• _Directions for this task_
Every record below should be repeated exactly. Omit the pictures.

• _Task material_
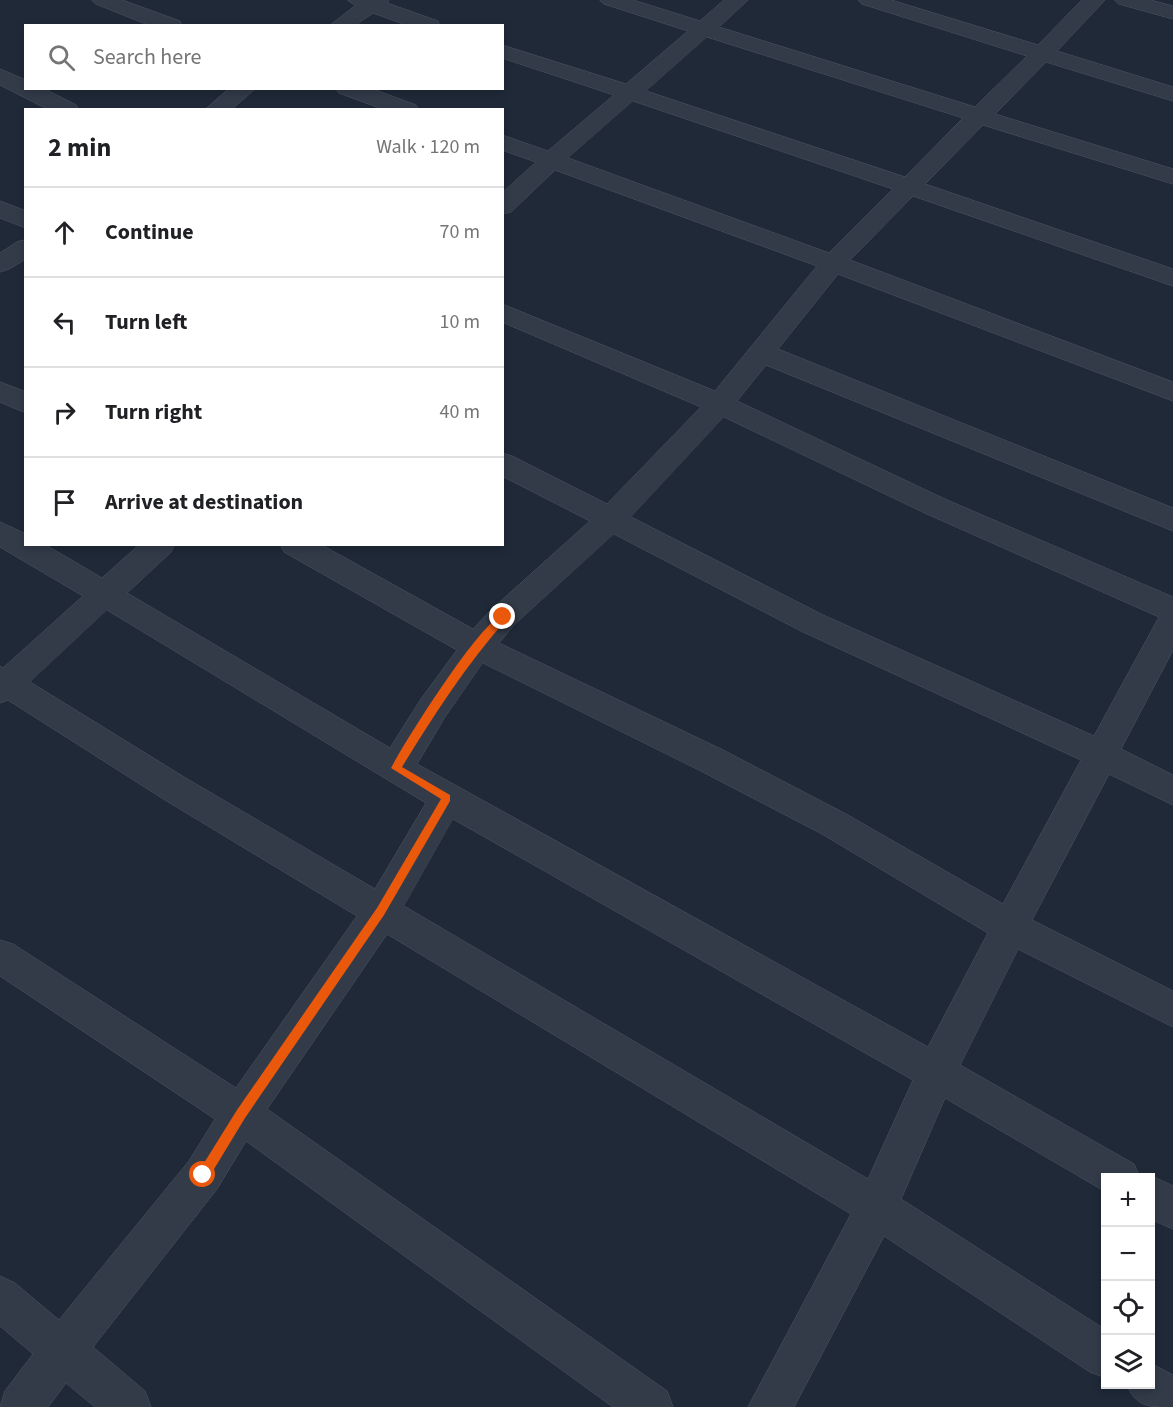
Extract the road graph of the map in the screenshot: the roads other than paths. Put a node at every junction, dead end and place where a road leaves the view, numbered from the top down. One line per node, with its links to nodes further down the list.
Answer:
1 (103, 0): 9 (street)
2 (611, 0): 12 (street)
3 (737, 0): 12 (street)
4 (868, 0): 14 (street)
5 (1094, 0): 14 (street)
6 (1126, 0): 8 (street)
7 (369, 2): 10 (street); 11 (street)
8 (1173, 13)
9 (167, 24)
10 (342, 24)
11 (424, 24)
12 (702, 30): 20 (street); 25 (street)
13 (504, 52): 20 (street)
14 (1039, 54): 21 (street); 25 (street)
15 (0, 76): 16 (street)
16 (24, 88)
17 (28, 90): 22 (street)
18 (242, 90): 23 (street)
19 (353, 90): 24 (street)
20 (630, 93): 27 (street); 29 (street)
21 (1173, 94)
22 (64, 108)
23 (219, 108)
24 (402, 108)
25 (978, 116): 28 (street); 29 (street)
26 (504, 143): 27 (street)
27 (553, 159): 30 (street); 34 (street)
28 (1173, 177)
29 (911, 186): 34 (street); 36 (street)
30 (504, 205)
31 (0, 208): 32 (street)
32 (24, 220)
33 (24, 248): 35 (street)
34 (833, 263): 38 (street); 40 (street)
35 (0, 264)
36 (1173, 278)
37 (504, 313): 42 (street)
38 (762, 353): 42 (street); 45 (street)
39 (0, 391): 41 (street)
40 (1173, 392)
41 (24, 403)
42 (720, 404): 44 (street); 50 (street)
43 (504, 464): 44 (street)
44 (610, 520): 52 (street); 54 (street)
45 (1173, 520)
46 (0, 533): 49 (street)
47 (158, 546): 49 (street)
48 (298, 546): 52 (street)
49 (106, 594): 53 (street); 55 (street)
50 (1173, 610)
51 (1173, 620): 54 (street)
52 (477, 646): 55 (street); 59 (street)
53 (2, 684): 58 (street)
54 (1100, 754): 56 (street); 59 (street)
55 (396, 768): 57 (street)
56 (1173, 791)
57 (447, 798): 58 (street); 62 (street)
58 (381, 912): 63 (street); 66 (street)
59 (1010, 927): 61 (street); 62 (street)
60 (0, 956): 63 (street)
61 (1173, 1010)
62 (937, 1071): 64 (street); 66 (street)
63 (241, 1114): 69 (street); 75 (street)
64 (1111, 1173)
65 (1155, 1198): 67 (street)
66 (876, 1207): 70 (street); 76 (street)
67 (1173, 1209)
68 (0, 1298): 69 (street)
69 (62, 1351): 73 (street); 74 (street)
70 (1101, 1353)
71 (1155, 1389): 72 (street)
72 (1173, 1401)
73 (21, 1407)
74 (129, 1407)
75 (651, 1407)
76 (771, 1407)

• _Exercise output_
Extract the road graph of the map in the screenshot: the roads other than paths. Put a node at every junction, dead end and place where a road leaves the view, numbered from the top down. One line per node, with its links to nodes further down the list.
Answer:
1 (103, 0): 9 (street)
2 (611, 0): 12 (street)
3 (737, 0): 12 (street)
4 (868, 0): 14 (street)
5 (1094, 0): 14 (street)
6 (1126, 0): 8 (street)
7 (369, 2): 10 (street); 11 (street)
8 (1173, 13)
9 (167, 24)
10 (342, 24)
11 (424, 24)
12 (702, 30): 20 (street); 25 (street)
13 (504, 52): 20 (street)
14 (1039, 54): 21 (street); 25 (street)
15 (0, 76): 16 (street)
16 (24, 88)
17 (28, 90): 22 (street)
18 (242, 90): 23 (street)
19 (353, 90): 24 (street)
20 (630, 93): 27 (street); 29 (street)
21 (1173, 94)
22 (64, 108)
23 (219, 108)
24 (402, 108)
25 (978, 116): 28 (street); 29 (street)
26 (504, 143): 27 (street)
27 (553, 159): 30 (street); 34 (street)
28 (1173, 177)
29 (911, 186): 34 (street); 36 (street)
30 (504, 205)
31 (0, 208): 32 (street)
32 (24, 220)
33 (24, 248): 35 (street)
34 (833, 263): 38 (street); 40 (street)
35 (0, 264)
36 (1173, 278)
37 (504, 313): 42 (street)
38 (762, 353): 42 (street); 45 (street)
39 (0, 391): 41 (street)
40 (1173, 392)
41 (24, 403)
42 (720, 404): 44 (street); 50 (street)
43 (504, 464): 44 (street)
44 (610, 520): 52 (street); 54 (street)
45 (1173, 520)
46 (0, 533): 49 (street)
47 (158, 546): 49 (street)
48 (298, 546): 52 (street)
49 (106, 594): 53 (street); 55 (street)
50 (1173, 610)
51 (1173, 620): 54 (street)
52 (477, 646): 55 (street); 59 (street)
53 (2, 684): 58 (street)
54 (1100, 754): 56 (street); 59 (street)
55 (396, 768): 57 (street)
56 (1173, 791)
57 (447, 798): 58 (street); 62 (street)
58 (381, 912): 63 (street); 66 (street)
59 (1010, 927): 61 (street); 62 (street)
60 (0, 956): 63 (street)
61 (1173, 1010)
62 (937, 1071): 64 (street); 66 (street)
63 (241, 1114): 69 (street); 75 (street)
64 (1111, 1173)
65 (1155, 1198): 67 (street)
66 (876, 1207): 70 (street); 76 (street)
67 (1173, 1209)
68 (0, 1298): 69 (street)
69 (62, 1351): 73 (street); 74 (street)
70 (1101, 1353)
71 (1155, 1389): 72 (street)
72 (1173, 1401)
73 (21, 1407)
74 (129, 1407)
75 (651, 1407)
76 (771, 1407)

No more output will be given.